Jake managed, in the space of about thirteen seconds, to relieve Andi of her newspaper and briefcase, berate her for buying her own coffee when they had perfectly good interns to do that, remove her coat, brush some invisible lint off her back and start running through her itinerary for the day. Sometimes Andi thought that having Jake as her chief of staff must be very similar to having a wife.
"Then you have a vote on the floor-"
"That's the Strickman bill, that's never going to pass."
"No," Jake agreed, taking Andi's cardboard cup, pouring the coffee into a blue mug with the words 'Wyatt for Congress' emblazoned on it and handing the drink back to her. "It's not going to pass because you're going to go down to the floor and vote against it."
"Me and eighty-three other people, what else?"
"Foreign relations committee, you have a meeting with Toby at the White House about the blue ribbon commission, and the Surgeon General wants to see you."
"The Surgeon General?" Andi racked her brain trying to remember if there was a health bill that the Surgeon General could be lobbying Congress about. She couldn't recall one but that didn't mean there wasn't one, "give her an appointment."
"Actually, Congresswoman, she wants you to go to her."
Andi sighed, "It'll have to wait, Toby could go on about social security for hours, and he probably will."

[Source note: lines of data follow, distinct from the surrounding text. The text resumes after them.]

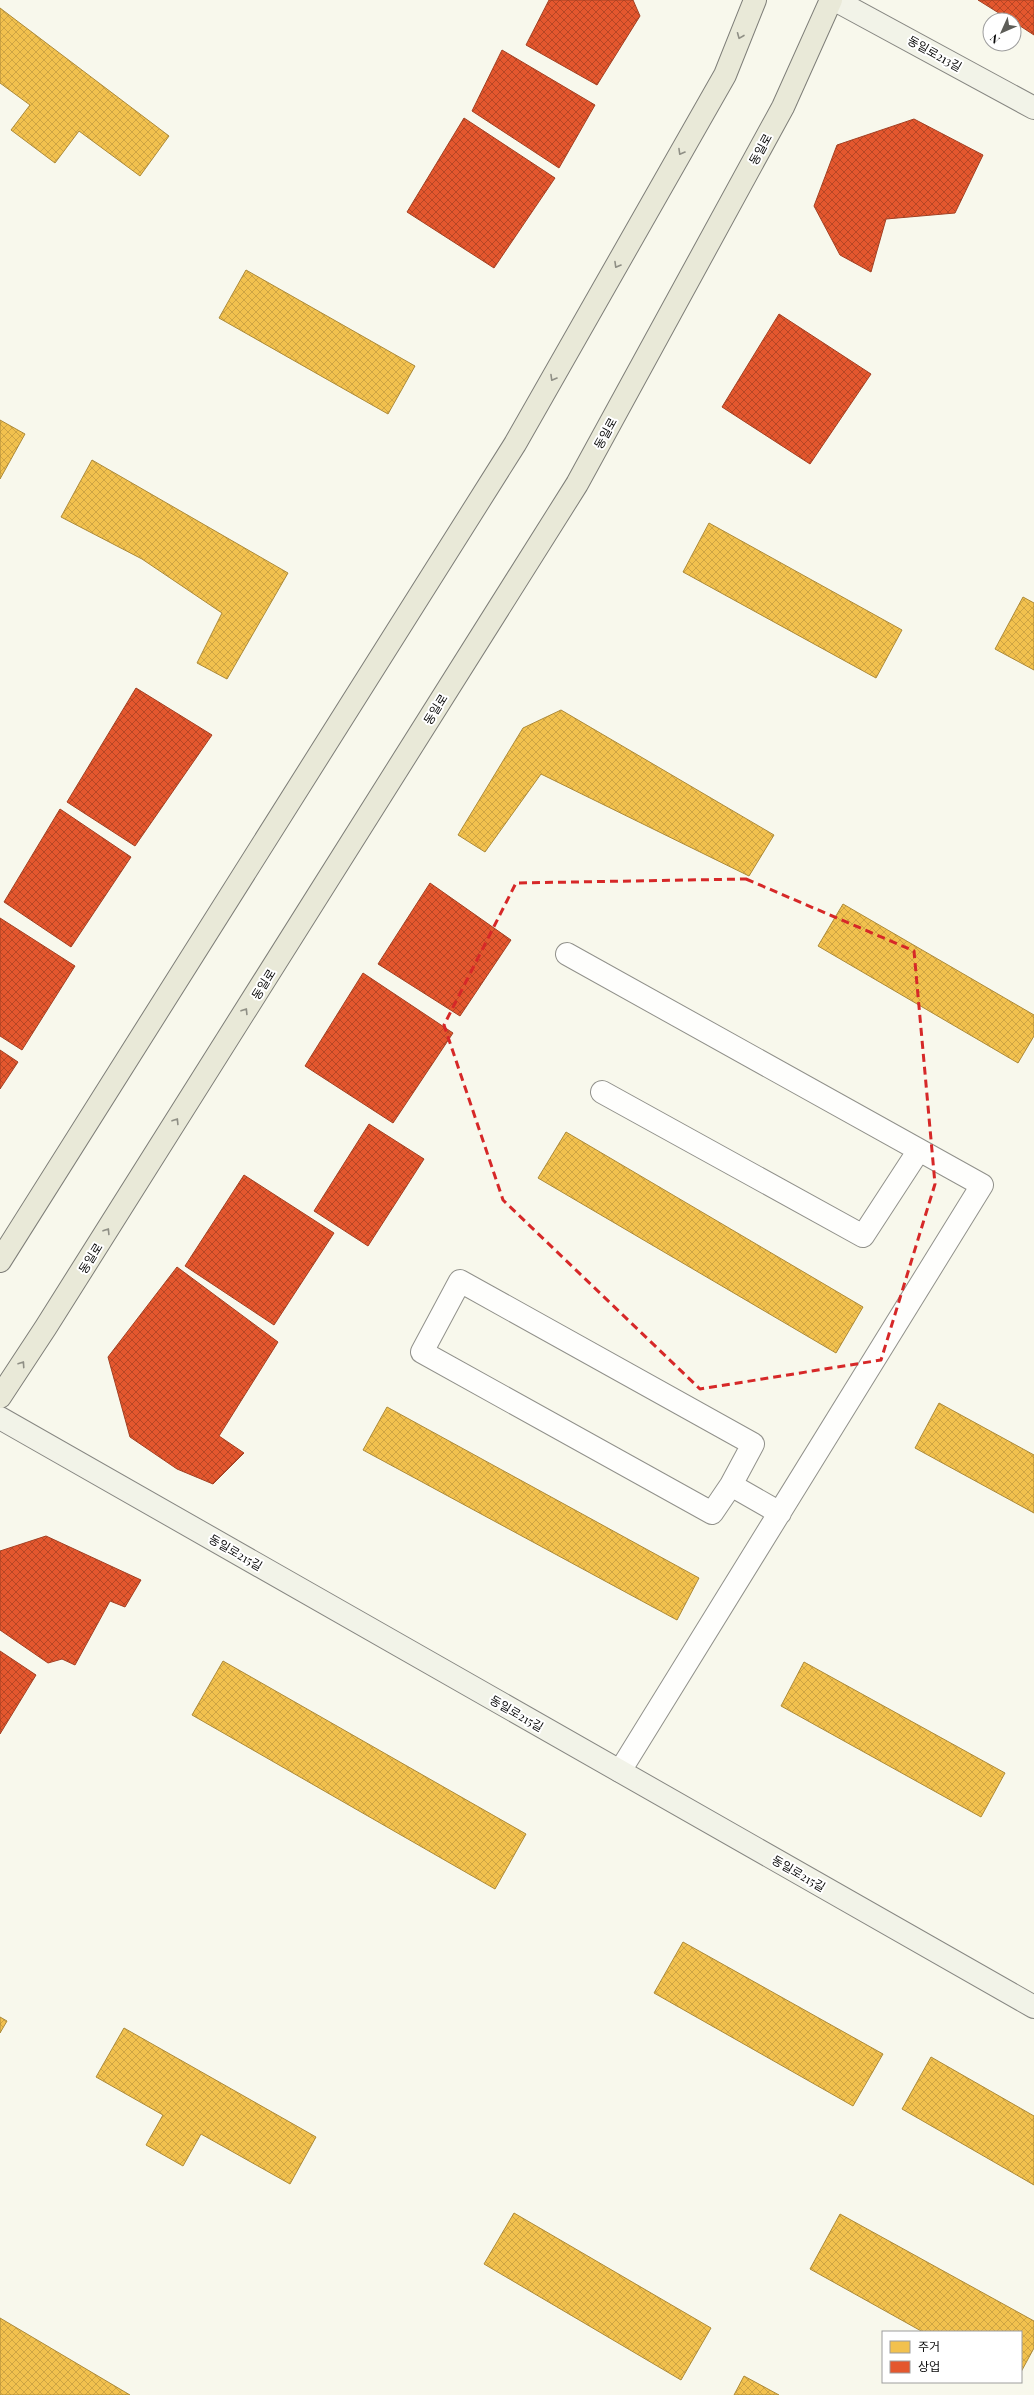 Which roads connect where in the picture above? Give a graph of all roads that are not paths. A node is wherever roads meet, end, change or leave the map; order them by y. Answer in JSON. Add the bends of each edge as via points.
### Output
{"nodes":[{"id":1,"x":755,"y":0,"type":"edge"},
{"id":2,"x":831,"y":0,"type":"edge"},
{"id":3,"x":834,"y":0,"type":"edge"},
{"id":4,"x":1034,"y":108,"type":"edge"},
{"id":5,"x":567,"y":954,"type":"dead end"},
{"id":6,"x":602,"y":1092,"type":"dead end"},
{"id":7,"x":919,"y":1150,"type":"junction"},
{"id":8,"x":0,"y":1261,"type":"edge"},
{"id":9,"x":0,"y":1397,"type":"edge"},
{"id":10,"x":0,"y":1418,"type":"edge"},
{"id":11,"x":731,"y":1486,"type":"junction"},
{"id":12,"x":780,"y":1514,"type":"junction"},
{"id":13,"x":620,"y":1771,"type":"junction"},
{"id":14,"x":1034,"y":2007,"type":"edge"}],
"edges":[{"from":1,"to":8,"type":"main road","one_way":true,"via":[[725,75],[515,444]]},
{"from":9,"to":2,"type":"main road","name":"동일로","one_way":true,"via":[[577,484],[783,108]]},
{"from":3,"to":4,"type":"street","name":"동일로213길"},
{"from":5,"to":7,"type":"lane"},
{"from":6,"to":7,"type":"lane","via":[[863,1236]]},
{"from":7,"to":12,"type":"lane","via":[[982,1185]]},
{"from":10,"to":13,"type":"street","name":"동일로215길"},
{"from":11,"to":11,"type":"lane","via":[[712,1513],[422,1352],[460,1280],[753,1444]]},
{"from":11,"to":12,"type":"lane"},
{"from":12,"to":13,"type":"lane"},
{"from":13,"to":14,"type":"street","name":"동일로215길"}]}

"Okay," Jake agreed cheerfully, flipping through a pile of folders, "anyway from what I hear Millicent Griffith won't be the Surgeon General for much longer, maybe you won't have to meet with her after all."
"Is she resigning, I hadn't heard that?"
"The White House is probably firing her after she said marijuana should be legalised."
Andi's head snapped up, "when did this happen?"
"Last night," Jake stopped his puttering around the office, "she was doing an on-line Q & A about one a.m, it's all over the hill already and it'll be in the second edition of the Post and the..."
Jake trailed off, Andi was already pulling on her coat and heading out of the door.
"Tell her office I'm coming over."
----
Andi looked up when the aide who'd greeted her cleared her throat, the Surgeon General had emerged from her office. Andi had only met her once, at the Presidents inauguration, and she had forgotten what a small woman she was, the fitted black suit she was wearing making her look even smaller. She stood and held out her hand to shake Doctor Griffith's.
"Congresswoman Wyatt, is it okay if I call you Andrea?"
"You can call me Andi if you like," Andi offered, half joking, as she followed the Doctor into her office.
"Have a seat, Andi, I suppose you've heard what happened last night?"
"I read a transcript on my way over, I imagine the White House is hysterical, have they sent Toby over to growl at you yet?"
"They sent Josh, to ask for my resignation."
"Listen, Doctor Griffith-"
"Millicent, or Millie if you'd prefer."
"Millicent, I sympathise, and I think the White House is overreacting. But I'm not sure what any of this has to do with me."
"I like being Surgeon General, and I don't plan on resigning for telling the truth. Plus, I know you agree with me."
Andi leaned back in her chair and crossed her legs, this was starting to get interesting, "and how do you know that?"
Millicent picked up a piece of paper from her desk, "'It is ridiculous that tobacco companies are allowed to target children in their marketing when youngsters who have done nothing more wrong that smoke marijuana are denied collage aid or incarcerated.' It was part of a speech you gave during your last campaign."
"I think my point was that there should be tighter restrictions on tobacco. How did you get a hold of that?"
"I had my staff google for you," Millicent replied.
"I have mine use wikipedia when we need some information on short notice. Did they find anything interesting?"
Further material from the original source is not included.